→ **What you need to do**: Among the entries below, find all lines that include "Drive" and copy them.

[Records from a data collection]
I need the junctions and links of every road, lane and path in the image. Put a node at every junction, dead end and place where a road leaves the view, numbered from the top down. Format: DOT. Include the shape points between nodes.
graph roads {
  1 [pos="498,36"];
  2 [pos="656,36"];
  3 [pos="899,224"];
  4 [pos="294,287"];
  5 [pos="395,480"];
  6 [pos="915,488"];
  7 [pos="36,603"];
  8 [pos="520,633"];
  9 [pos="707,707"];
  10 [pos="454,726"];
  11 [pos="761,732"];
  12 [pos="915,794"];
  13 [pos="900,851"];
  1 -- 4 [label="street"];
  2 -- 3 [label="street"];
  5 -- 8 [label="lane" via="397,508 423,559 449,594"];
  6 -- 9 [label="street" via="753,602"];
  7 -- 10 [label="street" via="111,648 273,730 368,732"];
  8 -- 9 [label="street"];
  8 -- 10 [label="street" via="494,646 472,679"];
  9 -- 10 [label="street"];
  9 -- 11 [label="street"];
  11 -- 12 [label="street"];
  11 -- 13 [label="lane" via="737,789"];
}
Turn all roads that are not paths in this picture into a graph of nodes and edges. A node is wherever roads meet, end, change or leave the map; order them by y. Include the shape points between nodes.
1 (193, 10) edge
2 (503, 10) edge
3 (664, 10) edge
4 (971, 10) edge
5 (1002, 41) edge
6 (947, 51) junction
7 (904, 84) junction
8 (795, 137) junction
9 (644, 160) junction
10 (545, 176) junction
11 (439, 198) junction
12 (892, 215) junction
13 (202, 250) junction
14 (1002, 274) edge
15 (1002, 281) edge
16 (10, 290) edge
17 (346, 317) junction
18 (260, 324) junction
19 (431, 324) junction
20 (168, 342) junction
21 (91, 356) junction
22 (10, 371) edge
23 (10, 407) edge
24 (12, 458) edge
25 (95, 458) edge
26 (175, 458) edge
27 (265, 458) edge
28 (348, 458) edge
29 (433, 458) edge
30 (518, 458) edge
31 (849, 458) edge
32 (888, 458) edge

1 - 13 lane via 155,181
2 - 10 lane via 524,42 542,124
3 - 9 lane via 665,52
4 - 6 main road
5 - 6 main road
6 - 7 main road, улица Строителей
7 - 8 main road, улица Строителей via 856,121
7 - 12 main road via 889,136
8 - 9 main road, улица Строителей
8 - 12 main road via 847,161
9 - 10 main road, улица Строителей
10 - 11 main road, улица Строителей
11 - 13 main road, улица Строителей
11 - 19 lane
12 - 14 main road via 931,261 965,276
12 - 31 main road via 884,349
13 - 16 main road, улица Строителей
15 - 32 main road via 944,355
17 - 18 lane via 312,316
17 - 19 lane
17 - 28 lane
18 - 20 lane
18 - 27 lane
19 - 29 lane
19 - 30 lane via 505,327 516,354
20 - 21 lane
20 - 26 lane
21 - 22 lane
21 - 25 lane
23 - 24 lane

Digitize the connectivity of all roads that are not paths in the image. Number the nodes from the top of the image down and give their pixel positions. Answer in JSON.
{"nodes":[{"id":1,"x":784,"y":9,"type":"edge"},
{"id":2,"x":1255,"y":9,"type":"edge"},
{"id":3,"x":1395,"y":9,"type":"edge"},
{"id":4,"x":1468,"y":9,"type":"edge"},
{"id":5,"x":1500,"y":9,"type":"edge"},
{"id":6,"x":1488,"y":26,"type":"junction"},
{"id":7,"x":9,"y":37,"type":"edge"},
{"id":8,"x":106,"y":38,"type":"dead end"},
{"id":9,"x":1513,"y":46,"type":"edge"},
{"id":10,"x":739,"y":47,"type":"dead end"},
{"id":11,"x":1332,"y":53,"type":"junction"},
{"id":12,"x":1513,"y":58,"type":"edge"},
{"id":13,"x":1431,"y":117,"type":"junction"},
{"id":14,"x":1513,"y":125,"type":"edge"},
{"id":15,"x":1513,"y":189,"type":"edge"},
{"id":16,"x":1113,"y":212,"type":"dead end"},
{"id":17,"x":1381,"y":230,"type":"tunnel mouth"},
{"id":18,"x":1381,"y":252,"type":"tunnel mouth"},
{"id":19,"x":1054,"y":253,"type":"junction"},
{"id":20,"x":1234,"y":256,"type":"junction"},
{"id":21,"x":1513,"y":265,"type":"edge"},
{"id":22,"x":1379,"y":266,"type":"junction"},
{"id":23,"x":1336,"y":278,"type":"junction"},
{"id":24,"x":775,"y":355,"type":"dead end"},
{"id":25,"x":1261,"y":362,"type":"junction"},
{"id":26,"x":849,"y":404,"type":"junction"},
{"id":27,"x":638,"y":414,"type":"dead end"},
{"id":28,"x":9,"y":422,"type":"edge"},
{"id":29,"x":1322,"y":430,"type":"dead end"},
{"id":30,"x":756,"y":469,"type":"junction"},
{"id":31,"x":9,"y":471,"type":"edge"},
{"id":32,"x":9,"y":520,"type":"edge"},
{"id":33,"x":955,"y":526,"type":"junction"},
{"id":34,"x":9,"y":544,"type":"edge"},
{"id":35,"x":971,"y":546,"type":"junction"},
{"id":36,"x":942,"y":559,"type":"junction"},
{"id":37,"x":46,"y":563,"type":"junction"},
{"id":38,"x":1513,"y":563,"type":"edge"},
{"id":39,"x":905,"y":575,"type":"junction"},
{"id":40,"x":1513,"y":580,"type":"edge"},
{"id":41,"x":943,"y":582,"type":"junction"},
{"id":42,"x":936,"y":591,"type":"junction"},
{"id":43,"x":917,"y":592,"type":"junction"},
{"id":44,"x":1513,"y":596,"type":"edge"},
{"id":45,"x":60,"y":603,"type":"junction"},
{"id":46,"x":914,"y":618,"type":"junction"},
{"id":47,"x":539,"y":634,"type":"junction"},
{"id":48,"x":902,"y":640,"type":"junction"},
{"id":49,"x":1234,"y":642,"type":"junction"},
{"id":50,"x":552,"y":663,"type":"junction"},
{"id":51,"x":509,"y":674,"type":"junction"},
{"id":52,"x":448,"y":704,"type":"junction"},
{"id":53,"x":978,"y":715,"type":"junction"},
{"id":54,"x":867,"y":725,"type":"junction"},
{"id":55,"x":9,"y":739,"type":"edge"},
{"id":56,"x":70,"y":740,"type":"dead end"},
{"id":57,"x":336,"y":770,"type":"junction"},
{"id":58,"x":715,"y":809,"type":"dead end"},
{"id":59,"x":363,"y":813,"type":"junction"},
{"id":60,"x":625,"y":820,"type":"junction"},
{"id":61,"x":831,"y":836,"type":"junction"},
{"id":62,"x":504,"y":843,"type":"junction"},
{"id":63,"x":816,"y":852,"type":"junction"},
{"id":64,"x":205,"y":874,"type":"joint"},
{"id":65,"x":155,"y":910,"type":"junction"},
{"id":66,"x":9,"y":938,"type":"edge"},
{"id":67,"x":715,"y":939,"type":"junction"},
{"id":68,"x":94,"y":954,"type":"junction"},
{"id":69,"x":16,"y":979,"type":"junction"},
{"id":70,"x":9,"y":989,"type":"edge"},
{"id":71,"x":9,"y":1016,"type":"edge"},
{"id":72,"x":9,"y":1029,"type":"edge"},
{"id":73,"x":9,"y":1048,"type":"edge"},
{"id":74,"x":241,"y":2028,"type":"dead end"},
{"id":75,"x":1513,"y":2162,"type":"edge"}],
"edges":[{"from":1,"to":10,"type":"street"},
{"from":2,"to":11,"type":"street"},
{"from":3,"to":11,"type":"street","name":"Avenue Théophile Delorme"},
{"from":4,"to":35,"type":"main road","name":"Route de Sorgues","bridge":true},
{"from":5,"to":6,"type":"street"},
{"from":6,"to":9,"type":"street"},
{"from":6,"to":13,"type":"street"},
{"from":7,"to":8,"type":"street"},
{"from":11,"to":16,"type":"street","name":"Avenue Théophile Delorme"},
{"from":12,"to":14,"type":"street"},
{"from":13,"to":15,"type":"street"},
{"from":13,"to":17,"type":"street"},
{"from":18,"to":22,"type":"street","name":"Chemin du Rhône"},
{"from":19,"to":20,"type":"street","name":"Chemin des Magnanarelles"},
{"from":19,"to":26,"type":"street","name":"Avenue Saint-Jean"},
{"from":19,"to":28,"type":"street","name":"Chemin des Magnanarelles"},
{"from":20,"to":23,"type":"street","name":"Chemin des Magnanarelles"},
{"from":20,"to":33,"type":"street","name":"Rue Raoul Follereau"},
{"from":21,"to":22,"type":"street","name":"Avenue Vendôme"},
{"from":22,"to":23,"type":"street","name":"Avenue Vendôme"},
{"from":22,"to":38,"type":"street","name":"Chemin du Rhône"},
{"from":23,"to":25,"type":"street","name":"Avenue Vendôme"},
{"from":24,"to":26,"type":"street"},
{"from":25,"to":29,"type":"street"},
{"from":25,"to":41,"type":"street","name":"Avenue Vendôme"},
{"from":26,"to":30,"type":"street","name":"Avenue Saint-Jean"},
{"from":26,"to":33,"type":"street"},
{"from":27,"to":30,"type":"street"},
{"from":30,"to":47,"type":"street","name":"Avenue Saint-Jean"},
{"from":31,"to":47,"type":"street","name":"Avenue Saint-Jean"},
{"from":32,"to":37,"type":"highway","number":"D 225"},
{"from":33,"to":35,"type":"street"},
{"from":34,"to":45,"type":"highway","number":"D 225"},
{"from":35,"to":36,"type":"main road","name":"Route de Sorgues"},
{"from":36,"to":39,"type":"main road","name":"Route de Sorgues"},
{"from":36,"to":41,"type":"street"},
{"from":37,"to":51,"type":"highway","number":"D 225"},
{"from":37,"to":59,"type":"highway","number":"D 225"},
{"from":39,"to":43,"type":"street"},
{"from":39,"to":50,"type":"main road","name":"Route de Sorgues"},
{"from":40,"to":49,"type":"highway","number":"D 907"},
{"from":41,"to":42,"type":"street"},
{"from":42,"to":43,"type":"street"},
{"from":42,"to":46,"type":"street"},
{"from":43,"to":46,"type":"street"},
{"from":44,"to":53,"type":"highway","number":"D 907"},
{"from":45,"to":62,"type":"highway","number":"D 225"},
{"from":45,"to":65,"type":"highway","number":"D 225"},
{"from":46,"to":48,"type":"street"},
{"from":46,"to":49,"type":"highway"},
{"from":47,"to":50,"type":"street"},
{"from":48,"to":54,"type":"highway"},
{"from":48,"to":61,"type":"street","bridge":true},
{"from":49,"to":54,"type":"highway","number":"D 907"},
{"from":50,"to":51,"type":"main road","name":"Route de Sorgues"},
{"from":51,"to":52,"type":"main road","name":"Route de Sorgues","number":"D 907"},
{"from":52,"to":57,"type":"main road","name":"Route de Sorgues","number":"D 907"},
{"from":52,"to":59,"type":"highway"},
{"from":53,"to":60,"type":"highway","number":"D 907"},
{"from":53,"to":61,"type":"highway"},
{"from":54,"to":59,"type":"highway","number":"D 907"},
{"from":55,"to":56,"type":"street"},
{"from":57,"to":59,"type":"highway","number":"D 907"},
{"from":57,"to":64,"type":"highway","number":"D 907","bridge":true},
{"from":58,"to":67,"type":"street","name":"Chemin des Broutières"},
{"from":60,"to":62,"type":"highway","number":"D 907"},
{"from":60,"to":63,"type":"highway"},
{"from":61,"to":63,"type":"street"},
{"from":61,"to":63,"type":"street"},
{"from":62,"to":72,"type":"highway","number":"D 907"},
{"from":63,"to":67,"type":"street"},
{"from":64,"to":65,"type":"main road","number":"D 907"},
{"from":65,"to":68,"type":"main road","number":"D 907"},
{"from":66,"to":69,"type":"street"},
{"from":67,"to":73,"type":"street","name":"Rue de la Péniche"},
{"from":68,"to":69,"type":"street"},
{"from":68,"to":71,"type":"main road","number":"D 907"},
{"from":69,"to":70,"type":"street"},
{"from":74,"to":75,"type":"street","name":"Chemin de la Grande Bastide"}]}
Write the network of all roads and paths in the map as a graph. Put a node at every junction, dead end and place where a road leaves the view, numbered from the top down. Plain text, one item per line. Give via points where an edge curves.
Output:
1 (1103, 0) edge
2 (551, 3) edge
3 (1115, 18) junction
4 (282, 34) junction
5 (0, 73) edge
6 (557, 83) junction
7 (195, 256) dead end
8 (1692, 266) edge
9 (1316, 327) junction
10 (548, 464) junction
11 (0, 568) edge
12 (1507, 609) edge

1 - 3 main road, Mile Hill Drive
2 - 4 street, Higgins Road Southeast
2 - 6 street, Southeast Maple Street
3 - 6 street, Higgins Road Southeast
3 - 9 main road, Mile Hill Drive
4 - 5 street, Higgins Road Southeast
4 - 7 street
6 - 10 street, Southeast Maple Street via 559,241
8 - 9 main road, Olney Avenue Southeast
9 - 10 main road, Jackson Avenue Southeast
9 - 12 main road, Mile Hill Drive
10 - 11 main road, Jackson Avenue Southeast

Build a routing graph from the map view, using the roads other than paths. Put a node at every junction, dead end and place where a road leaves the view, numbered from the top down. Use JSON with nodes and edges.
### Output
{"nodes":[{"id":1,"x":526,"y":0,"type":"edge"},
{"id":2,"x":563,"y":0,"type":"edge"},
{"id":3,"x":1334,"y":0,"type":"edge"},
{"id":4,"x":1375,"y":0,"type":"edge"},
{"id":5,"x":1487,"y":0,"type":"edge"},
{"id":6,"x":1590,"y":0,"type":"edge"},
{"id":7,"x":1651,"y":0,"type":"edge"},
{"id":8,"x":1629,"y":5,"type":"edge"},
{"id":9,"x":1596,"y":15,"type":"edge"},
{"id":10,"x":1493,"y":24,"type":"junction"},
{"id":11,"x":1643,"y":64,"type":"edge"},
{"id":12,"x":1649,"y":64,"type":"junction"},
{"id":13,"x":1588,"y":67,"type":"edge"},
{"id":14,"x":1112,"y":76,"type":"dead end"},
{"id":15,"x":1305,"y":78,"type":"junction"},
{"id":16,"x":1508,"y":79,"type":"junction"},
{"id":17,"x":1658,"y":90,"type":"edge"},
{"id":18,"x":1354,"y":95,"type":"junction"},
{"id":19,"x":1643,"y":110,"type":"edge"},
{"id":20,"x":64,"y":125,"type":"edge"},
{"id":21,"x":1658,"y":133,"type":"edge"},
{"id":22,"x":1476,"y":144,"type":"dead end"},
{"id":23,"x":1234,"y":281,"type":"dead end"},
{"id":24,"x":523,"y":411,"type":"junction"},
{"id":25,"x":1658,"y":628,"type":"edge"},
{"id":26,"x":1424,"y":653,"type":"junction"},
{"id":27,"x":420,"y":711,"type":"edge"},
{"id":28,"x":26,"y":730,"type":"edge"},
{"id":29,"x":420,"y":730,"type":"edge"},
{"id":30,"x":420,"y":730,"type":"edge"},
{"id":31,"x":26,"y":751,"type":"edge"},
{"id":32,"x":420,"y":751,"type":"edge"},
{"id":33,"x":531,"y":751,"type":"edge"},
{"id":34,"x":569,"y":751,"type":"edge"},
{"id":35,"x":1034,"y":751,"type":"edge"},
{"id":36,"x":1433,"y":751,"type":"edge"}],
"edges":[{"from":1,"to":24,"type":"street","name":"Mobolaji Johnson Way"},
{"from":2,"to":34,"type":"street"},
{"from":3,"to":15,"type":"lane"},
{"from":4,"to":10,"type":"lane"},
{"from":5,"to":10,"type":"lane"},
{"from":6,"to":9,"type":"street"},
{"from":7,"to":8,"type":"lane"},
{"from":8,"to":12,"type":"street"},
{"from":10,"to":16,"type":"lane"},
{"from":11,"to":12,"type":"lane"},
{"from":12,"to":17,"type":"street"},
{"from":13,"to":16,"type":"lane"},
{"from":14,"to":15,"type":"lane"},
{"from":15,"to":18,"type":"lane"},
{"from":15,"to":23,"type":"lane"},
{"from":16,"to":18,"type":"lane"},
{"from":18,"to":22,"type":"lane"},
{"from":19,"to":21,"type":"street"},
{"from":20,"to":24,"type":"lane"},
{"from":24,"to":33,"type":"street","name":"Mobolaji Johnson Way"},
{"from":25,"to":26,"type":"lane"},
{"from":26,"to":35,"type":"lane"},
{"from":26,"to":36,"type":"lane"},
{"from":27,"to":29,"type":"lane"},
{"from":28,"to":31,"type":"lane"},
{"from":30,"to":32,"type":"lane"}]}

→ **Response area**:
1 - 3 main road, Mile Hill Drive
3 - 9 main road, Mile Hill Drive
9 - 12 main road, Mile Hill Drive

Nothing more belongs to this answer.